**Work required**
Find the lines of data that contain the string "trace", then list them.

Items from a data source
§ §

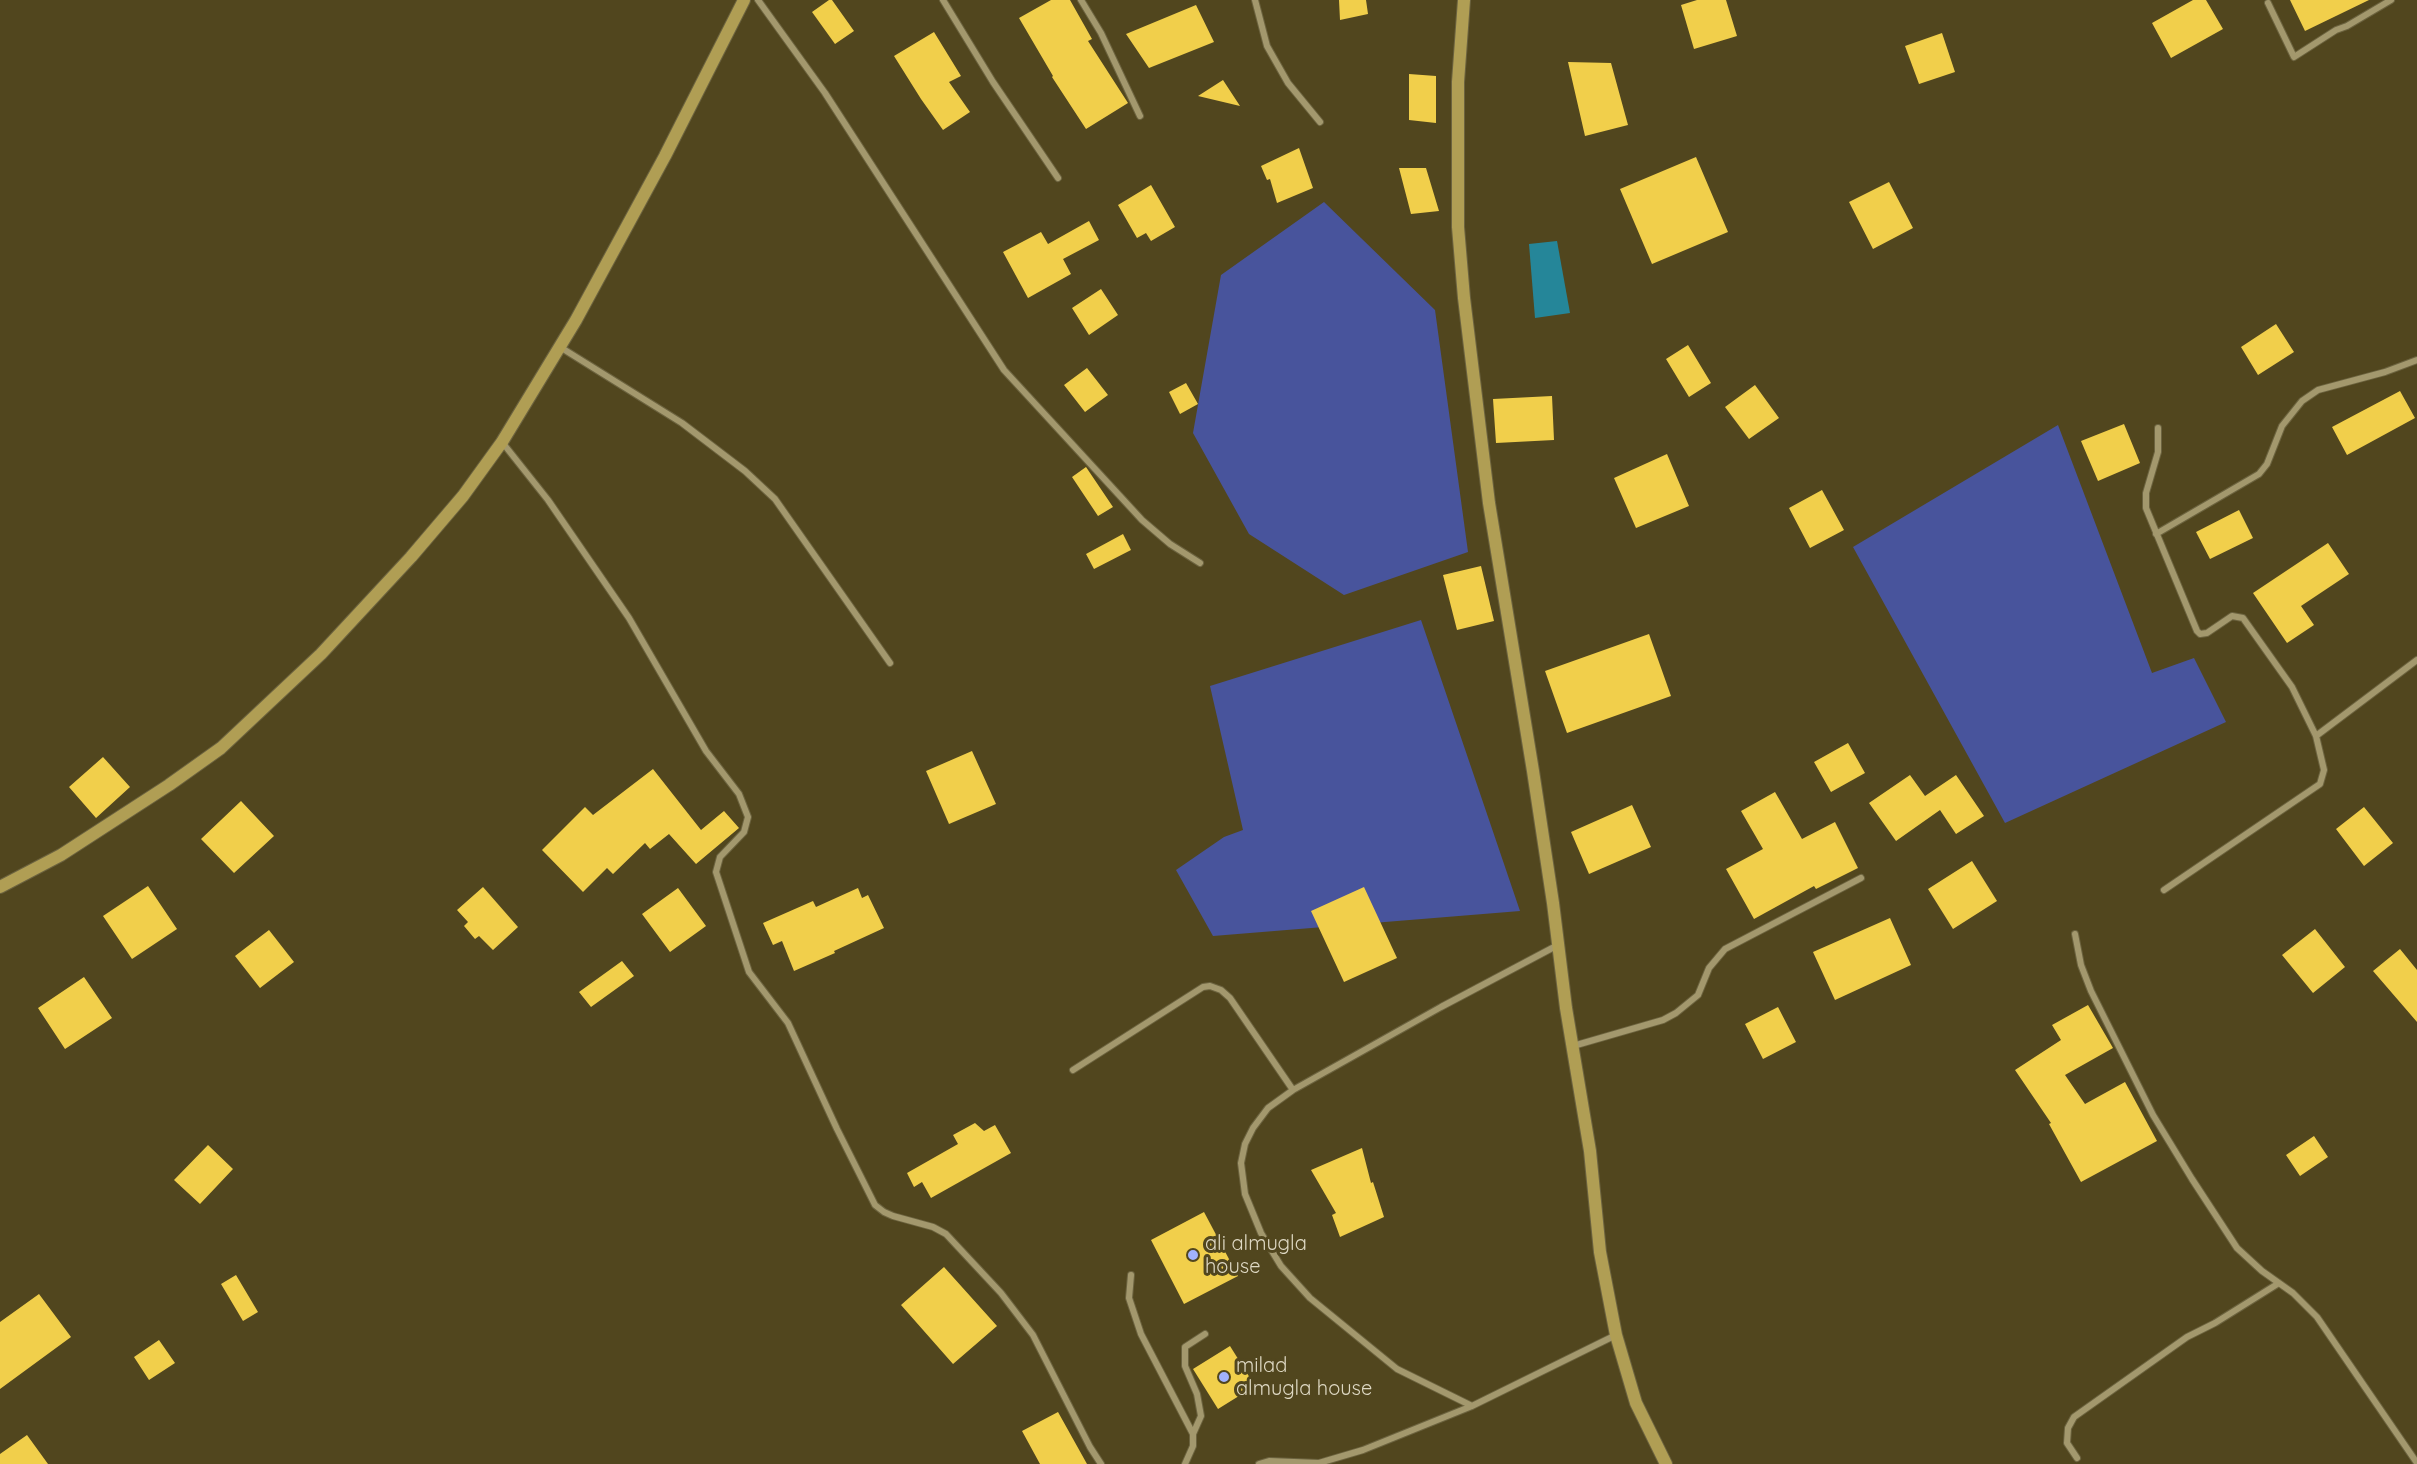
<!DOCTYPE html>
<style>
body{margin:0}
canvas{display:block;background:#51461e}
</style>
<canvas width="2417" height="1464"></canvas>
<script>
const ctx = document.querySelector('canvas').getContext('2d');
ctx.lineJoin = 'round';
function fill(path, color) {
  ctx.fillStyle = color;
  ctx.fill(path, 'evenodd');
}
function poly(rows) {
  const path = new Path2D();
  for (const r of rows) {
    path.moveTo(r[0], r[1]);
    for (let i = 2; i < r.length; i += 2) path.lineTo(r[i], r[i + 1]);
  }
  return path;
}
function trace(path, color, width, dash) {
  ctx.strokeStyle = color;
  ctx.lineWidth = width;
  ctx.lineCap = dash ? 'butt' : 'round';
  ctx.setLineDash(dash || []);
  ctx.stroke(path);
}
function write(font, color, halo, rows, align = 'center') {
  ctx.font = font + ' Quicksand,sans-serif';
  ctx.lineWidth = 6;
  ctx.setLineDash([]);
  ctx.textBaseline = 'middle';
  ctx.strokeStyle = halo;
  ctx.fillStyle = color;
  for (const [text, x, y, turn = 0] of rows) {
    ctx.save();
    ctx.translate(x, y);
    ctx.rotate((+turn || 0) * Math.PI / 180);
    ctx.textAlign = isNaN(turn) ? turn : align;
    if (halo) ctx.strokeText(text, 0, 0);
    ctx.fillText(text, 0, 0);
    ctx.restore();
  }
}
fill(poly([
 [1324,202,1435,310,1468,552,1344,595,1249,534,1193,433,1221,275],
 [2058,425,2152,673,2194,658,2226,722,2005,823,1853,547],
 [1421,620,1520,911,1213,936,1176,870,1224,837,1243,830,1210,686]
]), '#48549c');
fill(poly([
 [1557,241,1570,313,1535,318,1529,244]
]), '#258699');
fill(poly([
 [829,0,832,0,854,31,835,44,812,12],
 [1051,0,1070,0,1092,39,1088,41,1128,103,1086,129,1052,77,1053,76,1019,18],
 [1339,0,1366,0,1368,14,1340,20],
 [1697,0,1726,0,1737,36,1694,49,1681,5],
 [2193,0,2206,0,2223,29,2171,58,2152,23],
 [2290,0,2369,0,2305,31],
 [1196,5,1214,42,1149,68,1126,34],
 [934,32,961,76,949,82,970,112,943,130,921,99,894,56],
 [1942,33,1955,72,1919,84,1905,46],
 [1568,62,1611,63,1628,125,1585,136],
 [1409,74,1436,76,1436,123,1409,120],
 [1223,80,1240,106,1198,96],
 [1299,148,1313,188,1277,203,1270,179,1267,180,1261,166],
 [1696,157,1728,232,1652,264,1620,189],
 [1399,168,1426,168,1439,211,1411,214],
 [1889,182,1913,228,1873,249,1849,202],
 [1151,185,1175,227,1151,241,1146,233,1137,238,1118,205],
 [1089,221,1099,240,1063,259,1071,274,1028,298,1003,252,1041,232,1048,244],
 [1101,289,1118,315,1089,335,1072,308],
 [2276,324,2294,352,2258,375,2241,347],
 [1688,345,1711,383,1689,397,1666,359],
 [1087,368,1108,395,1085,412,1064,385],
 [1186,383,1198,404,1180,414,1169,392],
 [1755,385,1779,418,1749,439,1725,407],
 [2400,391,2415,418,2347,455,2332,427],
 [1552,396,1554,440,1496,443,1493,399],
 [2124,424,2140,463,2098,481,2081,441],
 [1667,454,1689,506,1636,528,1614,478],
 [1086,467,1113,507,1098,516,1072,477],
 [1822,490,1844,530,1810,548,1789,508],
 [2239,510,2253,538,2210,559,2196,532],
 [1123,534,1131,550,1094,569,1086,554],
 [2328,543,2349,574,2301,606,2314,625,2287,643,2253,593],
 [1481,566,1494,621,1457,630,1443,575],
 [1649,634,1671,696,1567,733,1545,671],
 [1848,743,1865,773,1831,792,1814,762],
 [972,751,996,804,949,824,926,771],
 [103,757,130,787,96,818,69,787],
 [653,769,701,830,724,811,739,828,696,864,669,834,650,849,645,843,613,874,607,868,583,892,542,850,585,807,593,815],
 [1910,775,1925,796,1956,775,1984,816,1956,834,1940,810,1896,841,1869,803],
 [1775,792,1802,839,1835,822,1858,868,1816,889,1814,886,1754,919,1726,869,1763,849,1741,811],
 [241,801,274,836,234,873,201,839],
 [1632,805,1651,847,1589,874,1571,832],
 [2364,807,2393,843,2364,866,2336,829],
 [1972,861,1997,901,1953,929,1928,889],
 [148,886,177,929,132,959,103,916],
 [483,887,518,927,493,950,479,936,475,939,464,926,468,922,457,910],
 [1364,887,1397,958,1344,982,1311,911],
 [678,888,706,926,670,952,642,914],
 [858,888,862,898,868,895,884,928,834,951,835,953,794,971,782,941,773,945,763,923,813,901,816,907],
 [1890,918,1911,965,1835,1000,1813,952],
 [2315,929,2345,967,2313,993,2282,955],
 [269,930,294,962,260,988,235,956],
 [2400,949,2417,970,2417,1022,2373,971],
 [622,961,634,976,591,1007,579,992],
 [84,977,112,1018,65,1049,38,1008],
 [2088,1005,2113,1048,2065,1075,2085,1104,2125,1082,2157,1141,2081,1182,2049,1124,2051,1123,2015,1070,2061,1040,2052,1025],
 [1778,1007,1796,1042,1763,1059,1745,1024],
 [975,1123,984,1131,995,1125,1011,1153,931,1198,922,1182,914,1187,907,1173,958,1144,953,1135],
 [2314,1136,2328,1157,2300,1176,2286,1155],
 [208,1145,233,1169,200,1204,174,1180],
 [1362,1148,1371,1183,1373,1182,1384,1217,1340,1237,1332,1215,1336,1213,1311,1170],
 [1204,1212,1238,1276,1184,1304,1151,1240],
 [944,1267,997,1326,953,1364,901,1305],
 [236,1275,258,1312,243,1321,221,1284],
 [39,1294,71,1337,0,1389,0,1322],
 [159,1340,175,1363,149,1380,134,1357],
 [1230,1346,1255,1386,1218,1409,1193,1369],
 [1058,1412,1087,1464,1040,1464,1022,1431],
 [27,1435,48,1464,0,1464,0,1454]
]), '#f1cf4b');
const street = poly([
 [758,0,825,93,1004,370,1142,520,1170,544,1200,563],
 [943,0,993,82,1058,178],
 [1081,0,1101,33,1140,116],
 [1255,0,1267,46,1288,83,1320,122],
 [2268,3,2294,57,2336,30,2347,26,2391,0],
 [560,347,682,423,745,471,775,499,890,663],
 [2158,428,2158,452,2146,493,2146,508,2197,631,2200,634,2207,633,2232,616,2243,618,2292,687,2316,736],
 [502,442,548,500,629,618,706,751,739,794,748,817,744,832,720,857,716,872,749,972,788,1023,837,1129,875,1205,884,1212,893,1216,933,1227,946,1234,1001,1293,1033,1335,1090,1447,1101,1464],
 [2156,534,2259,474,2267,464,2282,426,2302,401,2318,390,2385,372,2417,360],
 [2164,890,2320,784,2324,770,2316,736,2417,660],
 [2075,934,2081,965,2091,991,2153,1115,2192,1179,2237,1248,2262,1271,2293,1293,2317,1317,2417,1463],
 [1573,1046,1663,1020,1676,1013,1698,995,1709,968,1725,949,1861,878],
 [1073,1070,1203,987,1210,986,1221,990,1230,998,1293,1090],
 [1131,1275,1129,1298,1141,1334,1193,1434,1193,1446,1185,1464],
 [1472,1406,1397,1369,1310,1298,1281,1266,1261,1233,1245,1194,1241,1163,1245,1144,1253,1128,1268,1108,1293,1090,1441,1007,1558,945],
 [1193,1434,1201,1416,1197,1394,1185,1366,1185,1347,1205,1334],
 [2077,1458,2067,1443,2068,1428,2074,1417,2187,1337,2215,1323,2279,1283],
 [1259,1464,1269,1461,1319,1463,1363,1450,1472,1406,1616,1335]
]);
const secondary = poly([
 [1464,0,1458,82,1458,227,1464,298,1489,503,1533,771,1553,903,1566,1008,1590,1151,1600,1252,1616,1335,1636,1403,1666,1464],
 [0,887,61,855,169,785,221,748,321,654,411,557,463,496,502,442,576,320,665,156,744,0]
]);
trace(street, '#6c633f', 8);
trace(secondary, '#6c633f', 14);
trace(street, '#a3986d', 6);
trace(secondary, '#b09e54', 12);
for (const [x, y, r, color] of [
 [1193,1255,6,"#a2b2fd"],
 [1224,1377,6,"#a2b2fd"]
]) {
  const dot = new Path2D();
  dot.arc(x, y, r, 0, 2 * Math.PI);
  ctx.fillStyle = color;
  ctx.fill(dot);
  trace(dot, '#51461e', 2);
}
write('20px', '#ded8c3', '#51461e', [
 ["ali almugla",1205,1244],
 ["house",1205,1267],
 ["milad",1236,1366],
 ["almugla house",1236,1389]
], 'left');
</script>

§ §

**Response**
function trace(path, color, width, dash) {
trace(street, '#6c633f', 8);
trace(secondary, '#6c633f', 14);
trace(street, '#a3986d', 6);
trace(secondary, '#b09e54', 12);
  trace(dot, '#51461e', 2);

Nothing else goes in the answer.